Desmond, who attended yesterday's hearing, seeks a retraction, apology, attorney's fees and monetary or other relief the court deems appropriate.
Locke was also in the courthouse yesterday, sitting next to John Drescher, the executive editor for the N&O. Locke's lawyer Hugh Stevens focused his argument on the high bar needed to prove actual malice, requiring Desmond not only to show that Locke published inaccuracies, but that she did so willfully.
"When we are talking about what the government does with our money and in our name," he said, "speech protected by the First Amendment is essential to our whole democratic system."
The case exposes the fallout that can emanate from a libel lawsuit—even one that is ultimately settled. Desmond won a motion to compel the N&O to hand over a bevy of email messages that Locke exchanged with colleagues and sources. Some of the email messages contain casual language clearly not intended for outside consumption. (A colleague, for example, said in an email to Locke, "I want you to compel our readers to gather pitchforks and torches.") The suit has also exposed the identity of one of Locke's confidential sources, an ex-FBI firearms analyst from Virginia.
Locke's article centered on a 2006 criminal case in Pitt County. The previous year, a 10-year-old boy from the small town of Ayden was fatally struck by a bullet during a street fight. A man named Jemaul Green, who was charged with murder, claimed that he shot a bullet into the air in response to a nearby gunman who shot first. Two usable bullet fragments were recovered from the scene. Desmond analyzed the bullets' impressions, which are made as the projectiles travel through the barrel. During the trial, she testified that the bullets came from the same make and model of gun.
"I am with absolute certainty saying it's a 9 millimeter High Point firearm," Desmond testified outside the presence of the jury. When the jury returned, she confirmed that the two markings were consistent with the same type of gun. Green was convicted for second-degree murder and sentenced to 23 years in prison.
After the trial, a lawyer involved in the case, who later became Locke's source, asked a former FBI analyst to take a close-up photograph of the two bullets in question, end-to-end. In that photo, it appeared the impressions were inconsistent with each other.

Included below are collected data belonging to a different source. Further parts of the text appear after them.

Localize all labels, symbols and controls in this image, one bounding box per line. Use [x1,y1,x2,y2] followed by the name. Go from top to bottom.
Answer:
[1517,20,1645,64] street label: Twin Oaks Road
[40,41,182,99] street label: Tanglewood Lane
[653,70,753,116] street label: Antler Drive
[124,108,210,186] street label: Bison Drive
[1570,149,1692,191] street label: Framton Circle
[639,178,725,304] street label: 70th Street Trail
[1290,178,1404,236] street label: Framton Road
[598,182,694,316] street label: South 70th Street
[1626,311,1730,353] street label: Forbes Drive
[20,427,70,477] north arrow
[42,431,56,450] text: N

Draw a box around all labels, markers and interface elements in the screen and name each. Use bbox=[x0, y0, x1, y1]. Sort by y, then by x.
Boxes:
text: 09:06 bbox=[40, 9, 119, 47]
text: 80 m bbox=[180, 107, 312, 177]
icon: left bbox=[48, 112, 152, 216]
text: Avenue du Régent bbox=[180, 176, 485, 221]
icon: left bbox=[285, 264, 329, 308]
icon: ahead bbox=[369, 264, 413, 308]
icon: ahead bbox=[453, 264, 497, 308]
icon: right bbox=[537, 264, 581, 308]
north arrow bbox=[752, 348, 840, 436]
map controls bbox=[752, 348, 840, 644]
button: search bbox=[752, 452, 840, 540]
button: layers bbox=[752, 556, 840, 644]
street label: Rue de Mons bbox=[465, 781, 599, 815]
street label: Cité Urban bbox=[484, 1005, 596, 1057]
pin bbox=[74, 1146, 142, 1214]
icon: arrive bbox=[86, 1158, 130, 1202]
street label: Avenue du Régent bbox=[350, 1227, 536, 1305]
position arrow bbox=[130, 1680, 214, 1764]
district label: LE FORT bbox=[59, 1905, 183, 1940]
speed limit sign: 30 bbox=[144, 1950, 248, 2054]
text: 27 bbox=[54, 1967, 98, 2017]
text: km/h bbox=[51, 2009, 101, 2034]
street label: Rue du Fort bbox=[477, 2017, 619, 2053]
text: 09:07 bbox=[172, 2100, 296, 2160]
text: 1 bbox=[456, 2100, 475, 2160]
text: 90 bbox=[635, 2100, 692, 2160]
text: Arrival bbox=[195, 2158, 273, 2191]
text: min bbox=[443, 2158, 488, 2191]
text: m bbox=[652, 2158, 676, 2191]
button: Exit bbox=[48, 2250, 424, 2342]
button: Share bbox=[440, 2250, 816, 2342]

Locke began to investigate; she contends she spent hundreds of hours studying scientific reports and articles on firearm and toolmark analysis, reviewed court records of cases involving firearm and toolmark evidence and testimony, and interviewed critical scientists and lawyers, as well as SBI personnel, including Desmond. She also attended a lecture by a former FBI metallurgist and read a report by the National Academies concluding that the basic premises of firearm toolmark identification weren't scientifically established.
When Locke approached Desmond about the photo of the bullets, Desmond, who took no photographs of her own, defended her conclusions. (An independent investigation has since validated Desmond's report, according to the SBI, though Locke's lawyers partially dispute this.)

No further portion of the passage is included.